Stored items
· · · · · · ·
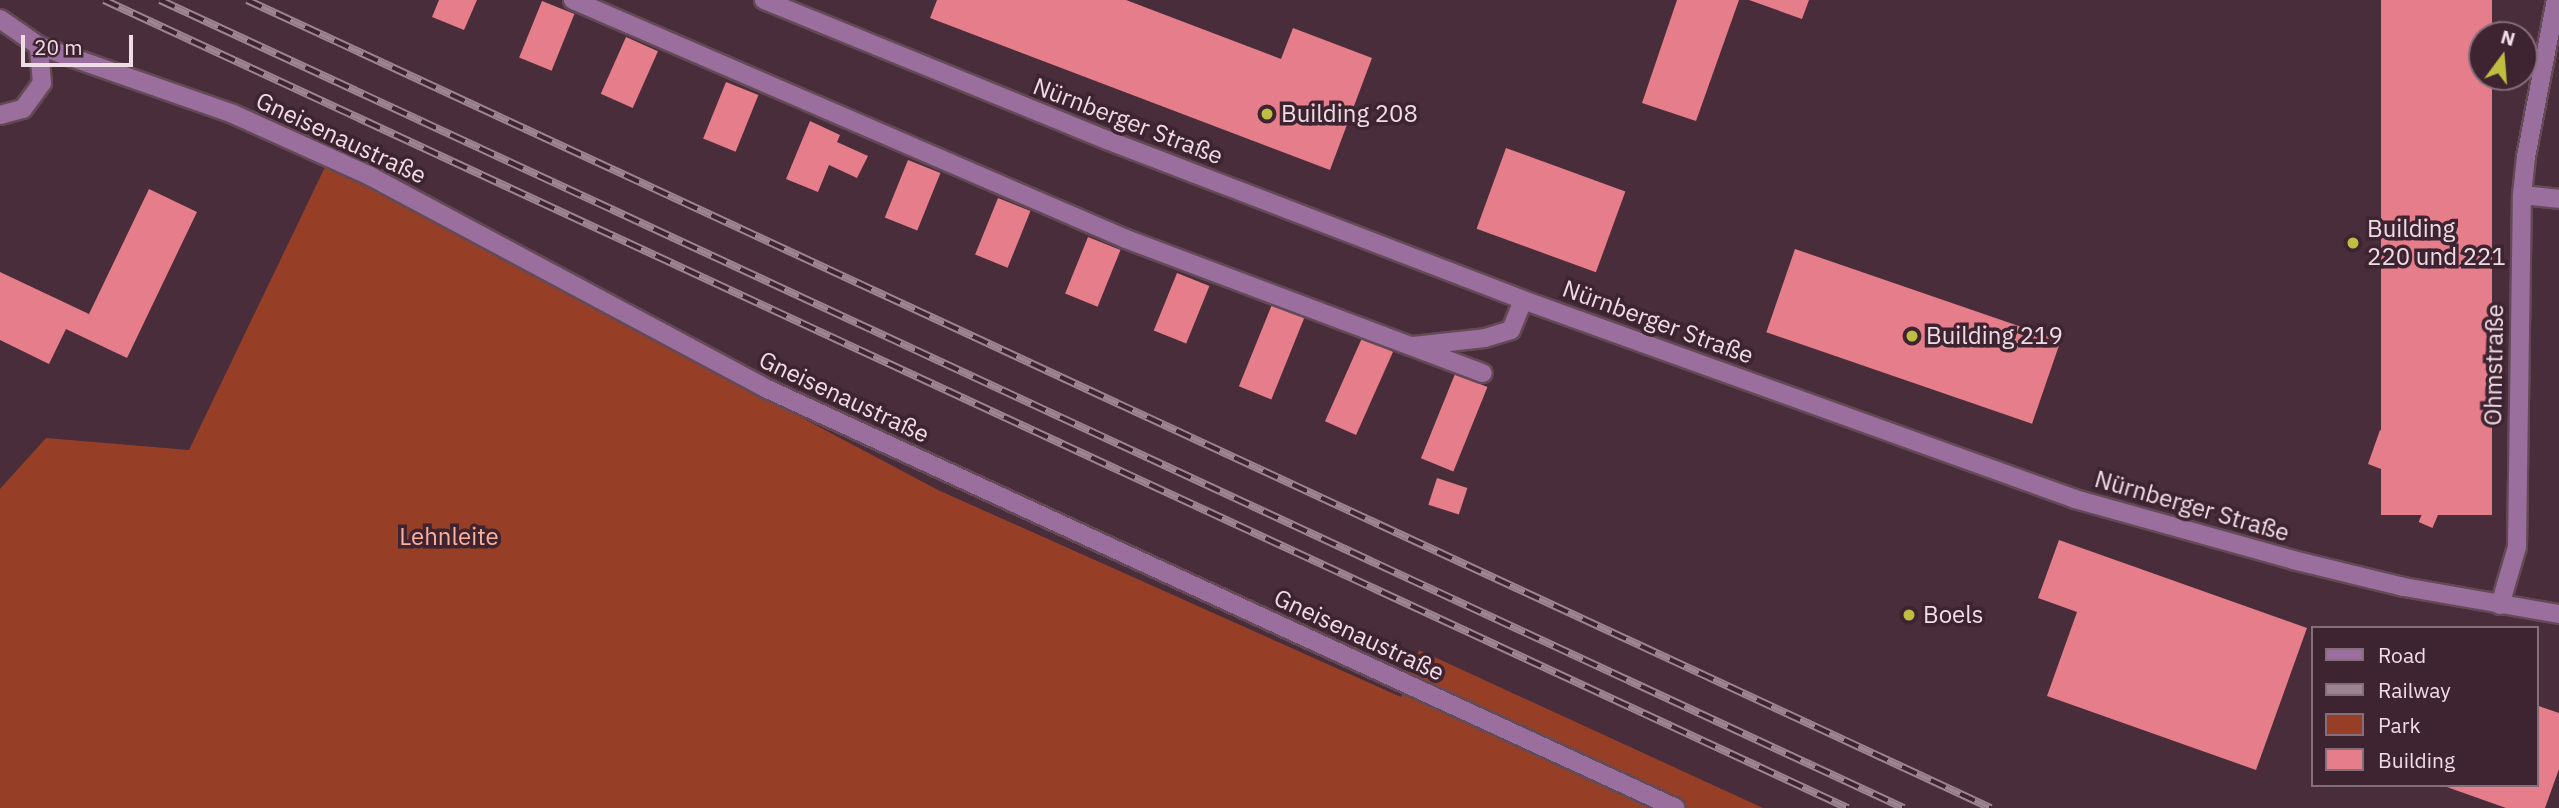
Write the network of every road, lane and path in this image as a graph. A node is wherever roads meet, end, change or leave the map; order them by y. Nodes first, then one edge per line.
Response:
1 (764, 0) edge
2 (2556, 0) edge
3 (579, 2) edge
4 (0, 19) edge
5 (39, 46) junction
6 (0, 115) edge
7 (2522, 195) junction
8 (2559, 199) edge
9 (1523, 300) junction
10 (1409, 346) junction
11 (1483, 373) dead end
12 (2500, 605) junction
13 (2559, 614) edge
14 (1676, 808) edge

1 - 9 street, Nürnberger Straße
2 - 7 street, Ohmstraße
3 - 10 street
4 - 5 street, Gneisenaustraße
5 - 6 street
5 - 14 street, Gneisenaustraße
7 - 8 street
7 - 12 street, Ohmstraße
9 - 10 street
9 - 12 street, Nürnberger Straße
10 - 11 street
12 - 13 street, Nürnberger Straße

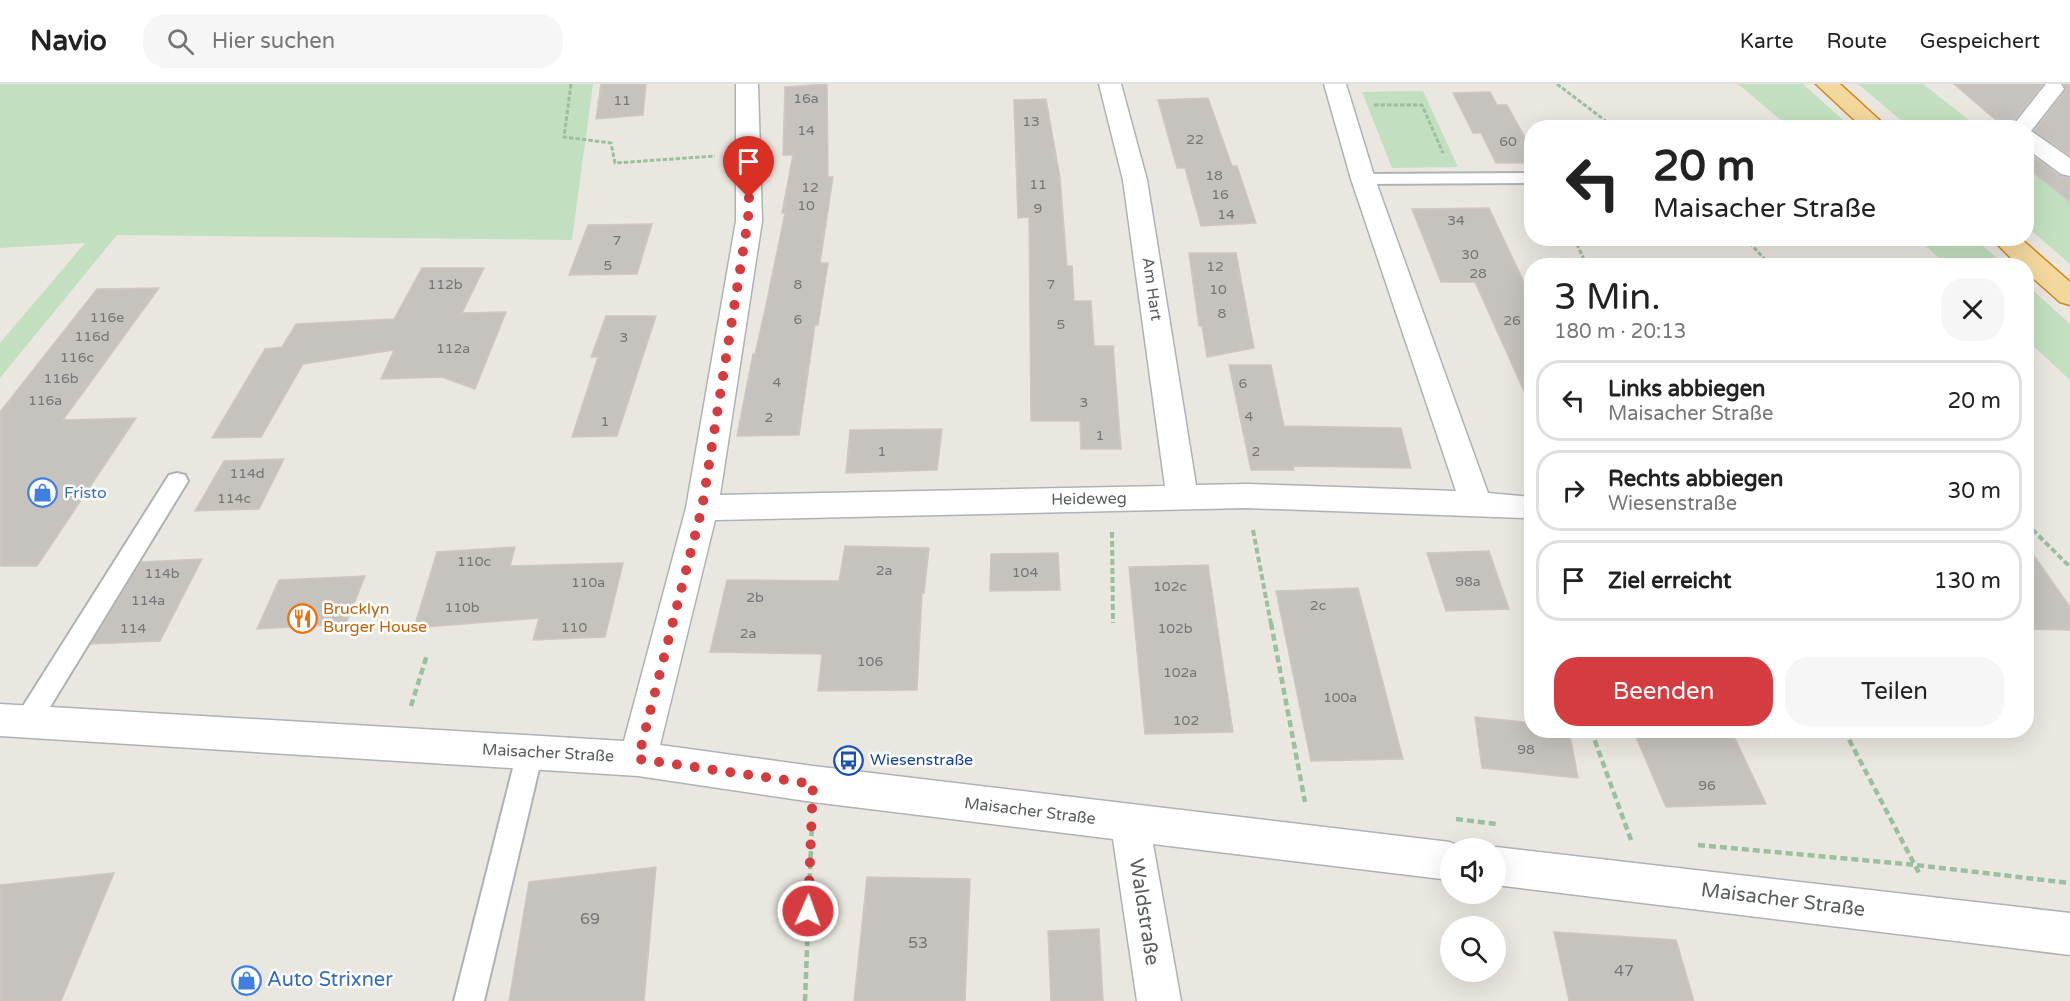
· · · · · · ·
● **WHAT YOU SHOULD DO**: What is needed is a word-for-word restatement of the entries, minus any pictures.

● **SOLUTION**:
Write the network of every road, lane and path in this image as a graph. A node is wherever roads meet, end, change or leave the map; order them by y. Nodes first, then one edge per line.
Response:
1 (764, 0) edge
2 (2556, 0) edge
3 (579, 2) edge
4 (0, 19) edge
5 (39, 46) junction
6 (0, 115) edge
7 (2522, 195) junction
8 (2559, 199) edge
9 (1523, 300) junction
10 (1409, 346) junction
11 (1483, 373) dead end
12 (2500, 605) junction
13 (2559, 614) edge
14 (1676, 808) edge

1 - 9 street, Nürnberger Straße
2 - 7 street, Ohmstraße
3 - 10 street
4 - 5 street, Gneisenaustraße
5 - 6 street
5 - 14 street, Gneisenaustraße
7 - 8 street
7 - 12 street, Ohmstraße
9 - 10 street
9 - 12 street, Nürnberger Straße
10 - 11 street
12 - 13 street, Nürnberger Straße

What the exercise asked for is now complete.